File size: 5,092 Bytes

---
base_model: 99eren99/ModernBERT-base-Turkish-uncased-mlm
language:
- tr
library_name: PyLate
pipeline_tag: sentence-similarity
tags:
- ColBERT
- PyLate
- sentence-transformers
- sentence-similarity
- generated_from_trainer
- reranker
- bert
license: apache-2.0
---

# Turkish Long Context ColBERT Based Reranker

This is a [PyLate](https://github.com/lightonai/pylate) model finetuned from [99eren99/ModernBERT-base-Turkish-uncased-mlm](99eren99/ModernBERT-base-Turkish-uncased-mlm).
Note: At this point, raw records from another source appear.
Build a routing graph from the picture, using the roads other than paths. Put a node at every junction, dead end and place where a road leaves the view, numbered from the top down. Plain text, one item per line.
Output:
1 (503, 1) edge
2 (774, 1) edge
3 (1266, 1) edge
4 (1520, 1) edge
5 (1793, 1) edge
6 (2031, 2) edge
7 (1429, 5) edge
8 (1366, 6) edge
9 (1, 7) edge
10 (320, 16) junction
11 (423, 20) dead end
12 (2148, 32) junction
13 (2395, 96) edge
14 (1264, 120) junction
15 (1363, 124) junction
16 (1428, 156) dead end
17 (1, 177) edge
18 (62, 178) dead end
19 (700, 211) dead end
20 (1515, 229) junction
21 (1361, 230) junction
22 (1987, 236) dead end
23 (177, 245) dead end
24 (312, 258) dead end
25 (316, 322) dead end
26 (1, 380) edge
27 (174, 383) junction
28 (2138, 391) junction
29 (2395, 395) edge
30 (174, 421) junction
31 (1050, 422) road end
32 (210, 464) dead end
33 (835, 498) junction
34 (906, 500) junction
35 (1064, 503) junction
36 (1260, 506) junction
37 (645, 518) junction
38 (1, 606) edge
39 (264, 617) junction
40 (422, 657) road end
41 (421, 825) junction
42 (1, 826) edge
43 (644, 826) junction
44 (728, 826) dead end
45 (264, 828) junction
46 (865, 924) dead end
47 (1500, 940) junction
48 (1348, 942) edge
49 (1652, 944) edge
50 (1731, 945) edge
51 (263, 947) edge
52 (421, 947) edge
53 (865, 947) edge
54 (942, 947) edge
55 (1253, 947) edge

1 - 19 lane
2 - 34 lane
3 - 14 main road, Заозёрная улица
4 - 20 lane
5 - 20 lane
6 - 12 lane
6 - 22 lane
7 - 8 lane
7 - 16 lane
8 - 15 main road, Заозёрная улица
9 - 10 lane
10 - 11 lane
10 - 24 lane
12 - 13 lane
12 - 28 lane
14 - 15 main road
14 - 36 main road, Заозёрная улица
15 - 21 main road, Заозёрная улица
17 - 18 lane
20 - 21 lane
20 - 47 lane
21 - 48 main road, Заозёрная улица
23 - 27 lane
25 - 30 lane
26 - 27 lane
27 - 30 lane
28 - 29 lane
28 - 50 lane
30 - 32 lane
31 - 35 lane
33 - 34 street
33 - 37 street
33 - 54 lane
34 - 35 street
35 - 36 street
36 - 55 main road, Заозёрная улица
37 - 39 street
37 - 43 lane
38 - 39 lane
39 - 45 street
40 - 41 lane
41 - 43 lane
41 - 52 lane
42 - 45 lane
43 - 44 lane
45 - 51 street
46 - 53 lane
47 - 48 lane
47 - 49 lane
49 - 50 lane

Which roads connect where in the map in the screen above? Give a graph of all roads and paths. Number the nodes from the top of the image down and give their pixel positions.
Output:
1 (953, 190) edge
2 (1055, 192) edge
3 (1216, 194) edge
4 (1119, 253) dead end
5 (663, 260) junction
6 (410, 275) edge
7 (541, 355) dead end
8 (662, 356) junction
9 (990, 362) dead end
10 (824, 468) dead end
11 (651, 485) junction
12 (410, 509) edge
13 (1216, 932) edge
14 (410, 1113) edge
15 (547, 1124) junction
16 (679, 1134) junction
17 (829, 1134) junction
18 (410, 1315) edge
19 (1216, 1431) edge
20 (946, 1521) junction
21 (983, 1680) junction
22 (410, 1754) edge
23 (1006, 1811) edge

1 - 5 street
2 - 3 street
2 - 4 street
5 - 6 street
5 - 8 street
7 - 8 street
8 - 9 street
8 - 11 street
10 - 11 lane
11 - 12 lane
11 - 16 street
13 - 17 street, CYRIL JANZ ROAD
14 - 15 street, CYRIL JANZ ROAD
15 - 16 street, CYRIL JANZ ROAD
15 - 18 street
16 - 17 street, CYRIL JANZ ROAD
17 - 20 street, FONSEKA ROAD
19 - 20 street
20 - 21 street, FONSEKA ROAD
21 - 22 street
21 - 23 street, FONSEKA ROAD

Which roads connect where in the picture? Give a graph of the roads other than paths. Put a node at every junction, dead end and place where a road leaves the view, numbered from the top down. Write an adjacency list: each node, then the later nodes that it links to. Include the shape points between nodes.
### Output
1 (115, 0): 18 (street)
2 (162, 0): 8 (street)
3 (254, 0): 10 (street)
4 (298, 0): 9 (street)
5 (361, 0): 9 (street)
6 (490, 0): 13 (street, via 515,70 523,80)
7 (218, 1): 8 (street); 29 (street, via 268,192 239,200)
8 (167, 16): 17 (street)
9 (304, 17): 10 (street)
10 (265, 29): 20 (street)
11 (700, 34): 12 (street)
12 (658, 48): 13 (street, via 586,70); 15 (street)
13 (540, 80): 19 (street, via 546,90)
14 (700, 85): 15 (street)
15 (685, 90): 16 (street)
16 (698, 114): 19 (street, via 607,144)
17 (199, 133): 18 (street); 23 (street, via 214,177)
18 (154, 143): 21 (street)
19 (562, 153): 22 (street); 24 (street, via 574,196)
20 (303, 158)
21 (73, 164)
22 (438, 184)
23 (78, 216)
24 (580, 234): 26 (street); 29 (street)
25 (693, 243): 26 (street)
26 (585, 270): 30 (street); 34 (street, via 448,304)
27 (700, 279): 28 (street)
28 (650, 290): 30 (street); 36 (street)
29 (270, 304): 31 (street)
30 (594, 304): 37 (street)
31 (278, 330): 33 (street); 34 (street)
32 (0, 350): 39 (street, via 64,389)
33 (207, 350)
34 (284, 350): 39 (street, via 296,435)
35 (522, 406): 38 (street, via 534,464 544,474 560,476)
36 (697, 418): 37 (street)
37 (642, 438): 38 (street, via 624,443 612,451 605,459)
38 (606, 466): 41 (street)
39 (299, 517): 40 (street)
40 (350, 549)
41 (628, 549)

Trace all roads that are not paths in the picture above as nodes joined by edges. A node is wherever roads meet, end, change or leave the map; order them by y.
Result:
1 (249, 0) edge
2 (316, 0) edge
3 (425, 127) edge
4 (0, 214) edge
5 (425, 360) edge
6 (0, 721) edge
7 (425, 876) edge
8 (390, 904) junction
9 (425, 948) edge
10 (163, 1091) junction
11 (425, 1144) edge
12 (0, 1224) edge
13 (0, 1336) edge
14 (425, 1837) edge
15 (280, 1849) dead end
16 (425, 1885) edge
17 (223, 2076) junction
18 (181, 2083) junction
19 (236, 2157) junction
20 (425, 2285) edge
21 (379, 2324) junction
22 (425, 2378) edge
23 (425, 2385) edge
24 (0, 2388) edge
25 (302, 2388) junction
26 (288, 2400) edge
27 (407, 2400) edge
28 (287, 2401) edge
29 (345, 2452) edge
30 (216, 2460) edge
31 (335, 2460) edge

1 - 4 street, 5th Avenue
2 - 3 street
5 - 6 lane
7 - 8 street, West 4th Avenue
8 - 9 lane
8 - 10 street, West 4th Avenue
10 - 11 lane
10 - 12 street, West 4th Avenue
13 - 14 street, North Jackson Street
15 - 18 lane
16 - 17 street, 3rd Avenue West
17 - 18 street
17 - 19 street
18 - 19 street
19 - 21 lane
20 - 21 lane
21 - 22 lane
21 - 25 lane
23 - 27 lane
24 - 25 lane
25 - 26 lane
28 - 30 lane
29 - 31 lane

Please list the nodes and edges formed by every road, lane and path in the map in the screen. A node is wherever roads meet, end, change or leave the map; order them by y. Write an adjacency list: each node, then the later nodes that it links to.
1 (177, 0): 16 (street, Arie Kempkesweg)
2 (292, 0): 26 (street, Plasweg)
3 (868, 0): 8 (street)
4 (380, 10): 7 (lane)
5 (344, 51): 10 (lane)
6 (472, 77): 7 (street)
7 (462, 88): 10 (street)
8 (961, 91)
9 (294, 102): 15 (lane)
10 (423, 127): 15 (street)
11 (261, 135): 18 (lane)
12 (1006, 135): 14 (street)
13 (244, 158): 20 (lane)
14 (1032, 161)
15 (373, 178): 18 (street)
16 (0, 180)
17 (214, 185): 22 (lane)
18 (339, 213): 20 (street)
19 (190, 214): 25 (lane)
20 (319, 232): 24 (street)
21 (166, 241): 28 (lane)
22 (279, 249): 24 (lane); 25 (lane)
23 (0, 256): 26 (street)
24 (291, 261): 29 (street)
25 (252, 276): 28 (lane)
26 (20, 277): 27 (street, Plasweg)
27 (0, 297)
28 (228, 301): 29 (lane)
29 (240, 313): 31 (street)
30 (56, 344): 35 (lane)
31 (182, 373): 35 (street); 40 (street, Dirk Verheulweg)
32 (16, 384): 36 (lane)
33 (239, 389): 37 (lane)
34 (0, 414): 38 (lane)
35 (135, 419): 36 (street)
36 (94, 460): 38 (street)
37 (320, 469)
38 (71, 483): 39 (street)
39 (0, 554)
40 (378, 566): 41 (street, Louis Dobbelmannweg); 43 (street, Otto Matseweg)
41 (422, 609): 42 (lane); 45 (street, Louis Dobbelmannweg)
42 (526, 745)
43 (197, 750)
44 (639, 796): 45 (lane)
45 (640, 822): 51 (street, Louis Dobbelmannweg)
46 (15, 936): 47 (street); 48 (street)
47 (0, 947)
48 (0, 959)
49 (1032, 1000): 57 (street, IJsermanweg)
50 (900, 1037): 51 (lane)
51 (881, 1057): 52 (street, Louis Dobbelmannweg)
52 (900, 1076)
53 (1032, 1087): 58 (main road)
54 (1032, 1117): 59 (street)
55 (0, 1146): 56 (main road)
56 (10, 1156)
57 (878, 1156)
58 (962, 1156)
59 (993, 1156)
It maps sentences & paragraphs to sequences of 128-dimensional dense vectors and can be used for semantic textual similarity using the MaxSim operator.

# Model Sources

- **Documentation:** [PyLate Documentation](https://lightonai.github.io/pylate/)
- **Repository:** [PyLate on GitHub](https://github.com/lightonai/pylate)
- **Hugging Face:** [PyLate models on Hugging Face](https://huggingface.co/models?library=PyLate)

# Evaluation Results

nDCG and Recall scores for long context late interaction retrieval models, test code and detailed metrics in ["./assets"](https://huggingface.co/99eren99/ColBERT-ModernBERT-base-Turkish-uncased/tree/main/assets)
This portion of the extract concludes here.